Auto SP Global Ratings With Trump duties on imports also

(Finance) – A 20% US duty on imports of light vehicles from the EU and the United Kingdom and a 25% duty on imports from Mexico and Canada – we read on the Energia Oltre Press Agency – could cost homes European and US automakers affected by up to 17% of their combined annual EBITDA in a worst-case scenario. This is what S&P Global Ratings underlines in its “Auto Industry Buckles Up For Trump’s Proposed Tariffs On Car Imports”, published today.

OEM MANUFACTURERS MOST PENALIZED – The ratings agency predicts that original equipment manufacturers (OEMs) could bear a significant share of the tariff increase, “but we expect mitigation measures to reduce the effect substantially.”
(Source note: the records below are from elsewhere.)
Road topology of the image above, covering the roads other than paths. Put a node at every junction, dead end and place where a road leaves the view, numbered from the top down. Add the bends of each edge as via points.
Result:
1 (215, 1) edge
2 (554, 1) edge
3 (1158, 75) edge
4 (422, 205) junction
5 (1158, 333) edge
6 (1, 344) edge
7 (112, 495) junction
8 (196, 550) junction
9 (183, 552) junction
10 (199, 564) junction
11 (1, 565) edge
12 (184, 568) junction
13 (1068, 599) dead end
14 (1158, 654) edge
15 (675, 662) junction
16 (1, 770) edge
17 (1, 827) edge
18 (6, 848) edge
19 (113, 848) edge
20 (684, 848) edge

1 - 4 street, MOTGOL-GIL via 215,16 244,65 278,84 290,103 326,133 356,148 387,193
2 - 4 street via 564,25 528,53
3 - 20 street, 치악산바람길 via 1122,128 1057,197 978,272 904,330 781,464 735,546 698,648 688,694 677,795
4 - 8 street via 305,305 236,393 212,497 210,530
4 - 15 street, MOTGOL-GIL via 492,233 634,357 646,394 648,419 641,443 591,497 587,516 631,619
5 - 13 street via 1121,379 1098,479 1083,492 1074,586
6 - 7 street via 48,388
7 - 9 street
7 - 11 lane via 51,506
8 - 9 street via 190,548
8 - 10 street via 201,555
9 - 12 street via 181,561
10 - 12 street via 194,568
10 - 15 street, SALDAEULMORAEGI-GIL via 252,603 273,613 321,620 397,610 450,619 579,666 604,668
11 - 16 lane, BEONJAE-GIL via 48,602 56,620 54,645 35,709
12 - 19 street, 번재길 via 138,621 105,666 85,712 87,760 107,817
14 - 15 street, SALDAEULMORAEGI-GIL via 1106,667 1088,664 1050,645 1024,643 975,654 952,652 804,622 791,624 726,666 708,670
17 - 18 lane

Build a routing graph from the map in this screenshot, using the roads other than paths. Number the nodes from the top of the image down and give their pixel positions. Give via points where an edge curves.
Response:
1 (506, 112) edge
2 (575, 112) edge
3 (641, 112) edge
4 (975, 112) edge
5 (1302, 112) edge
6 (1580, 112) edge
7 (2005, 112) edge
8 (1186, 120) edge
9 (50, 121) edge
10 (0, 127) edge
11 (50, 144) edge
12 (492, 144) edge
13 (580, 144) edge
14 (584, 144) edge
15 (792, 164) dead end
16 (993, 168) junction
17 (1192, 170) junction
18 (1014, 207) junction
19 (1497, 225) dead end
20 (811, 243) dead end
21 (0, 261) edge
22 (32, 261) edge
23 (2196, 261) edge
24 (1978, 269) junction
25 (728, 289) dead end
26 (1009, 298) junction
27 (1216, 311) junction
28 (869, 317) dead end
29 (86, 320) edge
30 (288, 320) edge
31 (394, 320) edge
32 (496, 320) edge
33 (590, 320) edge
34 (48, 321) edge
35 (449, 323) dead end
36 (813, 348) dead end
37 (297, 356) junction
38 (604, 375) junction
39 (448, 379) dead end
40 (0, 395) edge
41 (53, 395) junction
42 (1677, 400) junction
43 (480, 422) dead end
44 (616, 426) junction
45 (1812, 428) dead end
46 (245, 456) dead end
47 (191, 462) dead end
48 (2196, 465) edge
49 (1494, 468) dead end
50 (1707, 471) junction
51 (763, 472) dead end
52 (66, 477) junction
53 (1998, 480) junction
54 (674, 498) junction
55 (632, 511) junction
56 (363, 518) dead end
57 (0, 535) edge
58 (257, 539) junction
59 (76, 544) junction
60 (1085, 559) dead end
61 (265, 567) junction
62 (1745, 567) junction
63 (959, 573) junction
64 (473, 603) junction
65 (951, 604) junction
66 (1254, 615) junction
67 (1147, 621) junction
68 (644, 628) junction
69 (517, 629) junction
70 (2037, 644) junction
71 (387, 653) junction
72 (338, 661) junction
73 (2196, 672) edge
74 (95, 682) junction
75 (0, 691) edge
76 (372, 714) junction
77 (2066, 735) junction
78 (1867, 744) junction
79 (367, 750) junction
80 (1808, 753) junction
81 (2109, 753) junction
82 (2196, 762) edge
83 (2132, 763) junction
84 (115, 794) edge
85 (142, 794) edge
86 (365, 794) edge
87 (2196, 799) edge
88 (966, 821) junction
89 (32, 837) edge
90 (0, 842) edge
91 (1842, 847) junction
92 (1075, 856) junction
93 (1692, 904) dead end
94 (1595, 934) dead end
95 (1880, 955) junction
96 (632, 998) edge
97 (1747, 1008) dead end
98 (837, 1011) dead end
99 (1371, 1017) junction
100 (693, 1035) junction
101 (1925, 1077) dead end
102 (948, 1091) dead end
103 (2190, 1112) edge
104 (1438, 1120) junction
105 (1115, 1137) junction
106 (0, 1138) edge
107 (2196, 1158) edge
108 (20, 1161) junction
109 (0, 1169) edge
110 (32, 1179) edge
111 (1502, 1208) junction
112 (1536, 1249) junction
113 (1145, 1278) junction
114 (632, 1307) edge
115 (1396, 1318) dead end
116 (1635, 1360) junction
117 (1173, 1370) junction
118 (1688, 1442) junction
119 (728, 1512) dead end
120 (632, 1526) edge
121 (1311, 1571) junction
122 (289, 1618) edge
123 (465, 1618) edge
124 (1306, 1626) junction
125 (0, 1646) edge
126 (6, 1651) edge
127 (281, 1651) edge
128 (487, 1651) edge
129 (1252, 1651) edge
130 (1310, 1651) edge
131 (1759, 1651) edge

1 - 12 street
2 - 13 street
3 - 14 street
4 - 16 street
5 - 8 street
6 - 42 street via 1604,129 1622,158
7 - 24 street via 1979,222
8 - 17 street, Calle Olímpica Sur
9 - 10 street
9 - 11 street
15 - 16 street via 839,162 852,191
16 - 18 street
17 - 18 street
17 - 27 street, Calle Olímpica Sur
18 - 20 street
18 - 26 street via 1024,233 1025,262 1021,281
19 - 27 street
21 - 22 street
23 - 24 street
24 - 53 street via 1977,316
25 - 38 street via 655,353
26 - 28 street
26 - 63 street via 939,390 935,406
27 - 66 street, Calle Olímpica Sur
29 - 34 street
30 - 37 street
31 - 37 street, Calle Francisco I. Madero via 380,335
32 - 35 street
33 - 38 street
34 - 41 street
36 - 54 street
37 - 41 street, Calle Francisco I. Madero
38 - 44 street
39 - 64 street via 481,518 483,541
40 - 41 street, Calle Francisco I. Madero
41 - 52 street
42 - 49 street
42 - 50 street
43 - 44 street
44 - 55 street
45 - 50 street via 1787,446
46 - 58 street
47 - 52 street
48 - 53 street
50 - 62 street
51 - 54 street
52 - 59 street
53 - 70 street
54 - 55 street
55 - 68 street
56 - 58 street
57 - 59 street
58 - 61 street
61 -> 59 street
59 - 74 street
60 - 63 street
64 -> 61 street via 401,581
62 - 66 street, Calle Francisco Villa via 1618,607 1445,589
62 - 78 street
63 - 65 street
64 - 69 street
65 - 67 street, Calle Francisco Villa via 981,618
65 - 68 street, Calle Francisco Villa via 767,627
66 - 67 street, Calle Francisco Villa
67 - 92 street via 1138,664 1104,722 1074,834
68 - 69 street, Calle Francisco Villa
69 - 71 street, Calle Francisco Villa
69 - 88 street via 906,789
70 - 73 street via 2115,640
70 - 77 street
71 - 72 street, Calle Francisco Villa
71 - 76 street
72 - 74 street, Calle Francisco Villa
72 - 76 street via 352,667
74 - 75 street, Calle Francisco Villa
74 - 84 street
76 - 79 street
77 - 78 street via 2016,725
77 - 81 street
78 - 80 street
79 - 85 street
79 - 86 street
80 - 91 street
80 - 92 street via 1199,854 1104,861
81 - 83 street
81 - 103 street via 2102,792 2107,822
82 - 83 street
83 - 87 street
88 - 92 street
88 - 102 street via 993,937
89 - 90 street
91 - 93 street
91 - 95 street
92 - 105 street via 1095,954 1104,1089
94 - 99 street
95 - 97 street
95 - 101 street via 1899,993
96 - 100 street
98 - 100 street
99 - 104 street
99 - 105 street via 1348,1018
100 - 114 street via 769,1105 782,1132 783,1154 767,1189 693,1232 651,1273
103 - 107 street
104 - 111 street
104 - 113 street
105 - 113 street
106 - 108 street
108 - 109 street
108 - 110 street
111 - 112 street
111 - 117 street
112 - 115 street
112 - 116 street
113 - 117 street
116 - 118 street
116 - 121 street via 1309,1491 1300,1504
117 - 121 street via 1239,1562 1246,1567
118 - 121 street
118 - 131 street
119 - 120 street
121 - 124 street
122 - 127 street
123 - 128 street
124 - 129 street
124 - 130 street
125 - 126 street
VOLVO AND JLR THE MOST AFFECTED BUT ALSO GM AND STELLANTIS, MORE CONTENT FOR BMW AND MERCEDES – “Particularly exposed to a potential tariff increase are premium OEMs Volvo Cars and JLR – given their heavy dependence on European production – and GM and Stellantis due to the volume of cars they assemble in Mexico and, partly, Canada. The risks for BMW and Mercedes are more limited,” said Lukas Paul, credit analyst at S&P Global Ratings.

HIGH DUTIES COMBINED WITH CO2 REGULATIONS IN EUROPE AND COMPETITION FROM CHINA MAY INCREASE THE RISKS OF CAR MANUFACTURE DOWNGRADES – S&P Global Ratings finally predicts that “mitigation actions will make potentially higher tariffs manageable, but the combined effects of tariffs, stricter regulation of CO2 emissions in Europe starting in 2025 and pressure on earnings due to greater competition in China and Europe could increase the risk of downgrading.”